Pembina Federasi Guru dan Tenaga Honorer Swasta Indonesia (FGTHSI) Didi Suprijadi mengancam akan menggelar unjuk rasa jika pemerintah tak segera menerbitkan surat keputusan pengangkatan Pegawai Pemerintah dengan Perjanjian Kerja (PPPK atau P3K).
“Teman-teman guru honorer ancam, kalau enggak diselesaikan P3K, tunggu 20 Februari. Aksi,” kata Didi dalam diskusi Polemik Trijaya di Hotel Ibis, Jakarta, Sabtu, 15 Februari 2020.

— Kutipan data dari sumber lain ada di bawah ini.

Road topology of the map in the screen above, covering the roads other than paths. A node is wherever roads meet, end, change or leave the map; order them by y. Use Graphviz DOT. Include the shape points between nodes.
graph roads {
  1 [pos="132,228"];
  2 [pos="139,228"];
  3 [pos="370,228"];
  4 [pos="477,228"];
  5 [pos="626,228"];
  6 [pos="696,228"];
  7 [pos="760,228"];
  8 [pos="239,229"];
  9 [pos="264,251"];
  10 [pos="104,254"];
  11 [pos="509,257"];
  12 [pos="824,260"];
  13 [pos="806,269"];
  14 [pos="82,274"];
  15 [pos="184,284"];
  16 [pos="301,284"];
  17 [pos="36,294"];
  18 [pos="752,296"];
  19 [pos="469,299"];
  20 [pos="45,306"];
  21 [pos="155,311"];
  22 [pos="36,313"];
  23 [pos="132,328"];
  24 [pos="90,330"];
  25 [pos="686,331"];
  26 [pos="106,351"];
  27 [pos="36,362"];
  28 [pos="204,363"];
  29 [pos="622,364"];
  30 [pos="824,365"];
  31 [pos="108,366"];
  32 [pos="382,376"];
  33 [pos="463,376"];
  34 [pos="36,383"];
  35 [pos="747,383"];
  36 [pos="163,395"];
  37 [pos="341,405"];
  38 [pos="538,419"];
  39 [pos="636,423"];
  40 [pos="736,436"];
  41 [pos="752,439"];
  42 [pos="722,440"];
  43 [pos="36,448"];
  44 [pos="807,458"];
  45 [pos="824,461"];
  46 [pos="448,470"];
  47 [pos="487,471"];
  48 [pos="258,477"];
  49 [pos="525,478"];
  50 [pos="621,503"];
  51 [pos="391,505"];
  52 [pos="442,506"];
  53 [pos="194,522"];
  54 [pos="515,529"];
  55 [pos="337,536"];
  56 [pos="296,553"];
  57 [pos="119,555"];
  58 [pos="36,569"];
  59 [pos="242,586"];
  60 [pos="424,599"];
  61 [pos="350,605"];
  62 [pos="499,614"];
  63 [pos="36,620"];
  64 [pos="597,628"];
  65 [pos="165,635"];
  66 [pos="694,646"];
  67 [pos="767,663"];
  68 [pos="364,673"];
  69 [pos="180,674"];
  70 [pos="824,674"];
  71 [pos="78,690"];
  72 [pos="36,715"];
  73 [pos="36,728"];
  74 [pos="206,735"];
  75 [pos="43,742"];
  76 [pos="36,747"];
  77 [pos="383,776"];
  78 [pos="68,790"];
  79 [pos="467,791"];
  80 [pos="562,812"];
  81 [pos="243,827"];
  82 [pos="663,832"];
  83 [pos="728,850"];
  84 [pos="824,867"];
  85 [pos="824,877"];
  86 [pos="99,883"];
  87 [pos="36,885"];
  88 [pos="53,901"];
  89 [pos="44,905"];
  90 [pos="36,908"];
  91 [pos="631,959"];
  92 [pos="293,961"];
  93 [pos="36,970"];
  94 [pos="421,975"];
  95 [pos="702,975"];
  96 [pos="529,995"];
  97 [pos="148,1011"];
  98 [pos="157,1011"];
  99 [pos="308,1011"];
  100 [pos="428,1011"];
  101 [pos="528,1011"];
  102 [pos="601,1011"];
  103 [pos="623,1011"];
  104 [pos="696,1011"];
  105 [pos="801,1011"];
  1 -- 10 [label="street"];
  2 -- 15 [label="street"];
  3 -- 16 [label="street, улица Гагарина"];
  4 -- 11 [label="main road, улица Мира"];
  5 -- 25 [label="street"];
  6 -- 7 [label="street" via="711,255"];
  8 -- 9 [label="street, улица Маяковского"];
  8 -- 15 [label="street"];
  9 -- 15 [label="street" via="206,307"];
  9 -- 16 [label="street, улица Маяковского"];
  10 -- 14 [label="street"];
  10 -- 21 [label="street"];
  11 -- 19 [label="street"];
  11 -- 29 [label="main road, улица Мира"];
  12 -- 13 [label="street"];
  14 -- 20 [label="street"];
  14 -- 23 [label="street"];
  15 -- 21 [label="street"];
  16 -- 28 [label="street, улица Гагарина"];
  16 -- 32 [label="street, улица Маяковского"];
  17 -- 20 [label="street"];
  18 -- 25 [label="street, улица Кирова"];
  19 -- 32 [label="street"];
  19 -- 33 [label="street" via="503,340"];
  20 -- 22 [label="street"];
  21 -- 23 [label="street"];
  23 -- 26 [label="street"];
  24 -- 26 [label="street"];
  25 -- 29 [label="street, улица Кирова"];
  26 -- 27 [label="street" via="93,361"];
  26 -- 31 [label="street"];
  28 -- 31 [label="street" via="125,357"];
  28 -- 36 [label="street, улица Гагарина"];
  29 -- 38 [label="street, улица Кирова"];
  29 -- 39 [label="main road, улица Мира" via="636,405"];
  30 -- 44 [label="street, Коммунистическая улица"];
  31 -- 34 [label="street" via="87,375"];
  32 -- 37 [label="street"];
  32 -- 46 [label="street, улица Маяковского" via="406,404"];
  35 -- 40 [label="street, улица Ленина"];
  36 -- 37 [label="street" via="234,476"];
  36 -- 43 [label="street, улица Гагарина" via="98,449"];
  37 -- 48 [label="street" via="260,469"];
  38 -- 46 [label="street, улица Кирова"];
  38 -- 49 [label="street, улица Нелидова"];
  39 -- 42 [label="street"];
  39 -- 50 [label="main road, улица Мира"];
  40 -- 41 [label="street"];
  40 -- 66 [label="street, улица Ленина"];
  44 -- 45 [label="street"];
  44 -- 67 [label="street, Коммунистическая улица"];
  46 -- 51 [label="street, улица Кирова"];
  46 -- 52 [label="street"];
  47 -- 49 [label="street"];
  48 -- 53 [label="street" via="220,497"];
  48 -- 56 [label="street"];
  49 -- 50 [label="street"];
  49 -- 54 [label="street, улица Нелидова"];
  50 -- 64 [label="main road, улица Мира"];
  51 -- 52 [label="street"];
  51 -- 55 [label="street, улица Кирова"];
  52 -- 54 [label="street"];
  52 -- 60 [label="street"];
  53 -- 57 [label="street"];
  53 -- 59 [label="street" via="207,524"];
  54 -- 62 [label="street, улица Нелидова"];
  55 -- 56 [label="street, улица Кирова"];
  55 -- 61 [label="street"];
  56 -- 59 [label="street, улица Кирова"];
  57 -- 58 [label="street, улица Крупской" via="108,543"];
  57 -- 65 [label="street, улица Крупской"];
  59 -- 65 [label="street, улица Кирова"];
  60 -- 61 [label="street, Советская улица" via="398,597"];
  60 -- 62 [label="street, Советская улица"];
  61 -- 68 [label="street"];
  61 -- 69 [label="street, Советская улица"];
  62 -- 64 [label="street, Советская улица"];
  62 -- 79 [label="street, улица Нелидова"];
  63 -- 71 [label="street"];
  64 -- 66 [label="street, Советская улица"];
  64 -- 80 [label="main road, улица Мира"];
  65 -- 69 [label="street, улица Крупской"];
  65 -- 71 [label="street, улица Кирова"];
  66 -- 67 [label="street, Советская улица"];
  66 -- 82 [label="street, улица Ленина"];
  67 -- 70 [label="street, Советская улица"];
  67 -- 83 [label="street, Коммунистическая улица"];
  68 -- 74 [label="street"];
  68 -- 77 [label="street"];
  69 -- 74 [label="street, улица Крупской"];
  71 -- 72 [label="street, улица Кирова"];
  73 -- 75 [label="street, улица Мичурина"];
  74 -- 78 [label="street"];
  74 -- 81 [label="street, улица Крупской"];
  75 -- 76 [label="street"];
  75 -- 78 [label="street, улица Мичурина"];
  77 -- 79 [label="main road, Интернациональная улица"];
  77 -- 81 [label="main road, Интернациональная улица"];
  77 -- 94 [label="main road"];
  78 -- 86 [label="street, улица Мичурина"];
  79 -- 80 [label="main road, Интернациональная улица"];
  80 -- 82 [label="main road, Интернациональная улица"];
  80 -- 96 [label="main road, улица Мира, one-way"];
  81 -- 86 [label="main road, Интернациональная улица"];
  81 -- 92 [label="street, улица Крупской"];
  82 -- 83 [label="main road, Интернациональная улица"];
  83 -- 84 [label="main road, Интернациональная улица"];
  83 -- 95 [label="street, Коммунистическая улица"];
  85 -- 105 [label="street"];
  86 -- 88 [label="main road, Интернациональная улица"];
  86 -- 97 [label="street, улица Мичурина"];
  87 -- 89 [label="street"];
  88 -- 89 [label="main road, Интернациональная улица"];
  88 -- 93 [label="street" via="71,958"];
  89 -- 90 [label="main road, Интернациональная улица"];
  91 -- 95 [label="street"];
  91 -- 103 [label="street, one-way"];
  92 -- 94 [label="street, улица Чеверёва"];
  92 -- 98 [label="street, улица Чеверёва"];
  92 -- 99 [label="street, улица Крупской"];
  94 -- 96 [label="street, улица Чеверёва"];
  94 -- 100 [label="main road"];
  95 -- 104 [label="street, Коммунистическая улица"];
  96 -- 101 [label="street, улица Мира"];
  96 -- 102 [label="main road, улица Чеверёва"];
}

Didi mengatakan, banyak pegawai P3K di daerah yang sudah satu tahun belum mendapatkan SK. Selain itu, Didi mengaku semula menyambut baik kebijakan penyaluran dan penggunaan dana Bantuan Operasional Sekolah (BOS) yang bisa menggaji honor guru honorer maksimal 50 persen.
Namun, ia menganggap hal itu akan percuma karena persyaratan guru honorer harus memiliki Nomor Unik Pendidik dan Tenaga Kependidikan (NUPTK). Sebab, tak semua guru honorer memiliki NUPTK lantaran pemerintah daerah enggan menerbitkannya.
Ancaman tersebut pun langsung ditanggapi Plt. Kabiro Kerjasama dan Hubungan Masyarakat Kemendikbud Ade Erlangga Masdiana. Ia mengatakan bahwa persoalan pendidikan tidak akan selesai jika memakai model ancaman. “Pendidikan pakai ancam-ancam enggak akan selesai,” kata Erlangga.
Adapun mengenai persyaratan guru honorer bisa digaji dari dana BOS maksimal 50 persen, Erlangga mengatakan perlu memenuhi syarat tersebut. “Kalau ada guru belum ada NUPTK, belum sertifikasi, tidak terdaftar di Dapodik sampai 31 Desember, ya memang enggak bisa.”
Erlangga mengatakan, anggaran dana BOS bukan untuk menyelesaikan semua persoalan. Kementerian Pendidikan dan Kebudayaan berusaha untuk memberikan alternatif dan jalan keluar terkait dana BOS, yang selama ini terlalu membatasi dan membuat kepala sekolah enggan menerima dana BOS.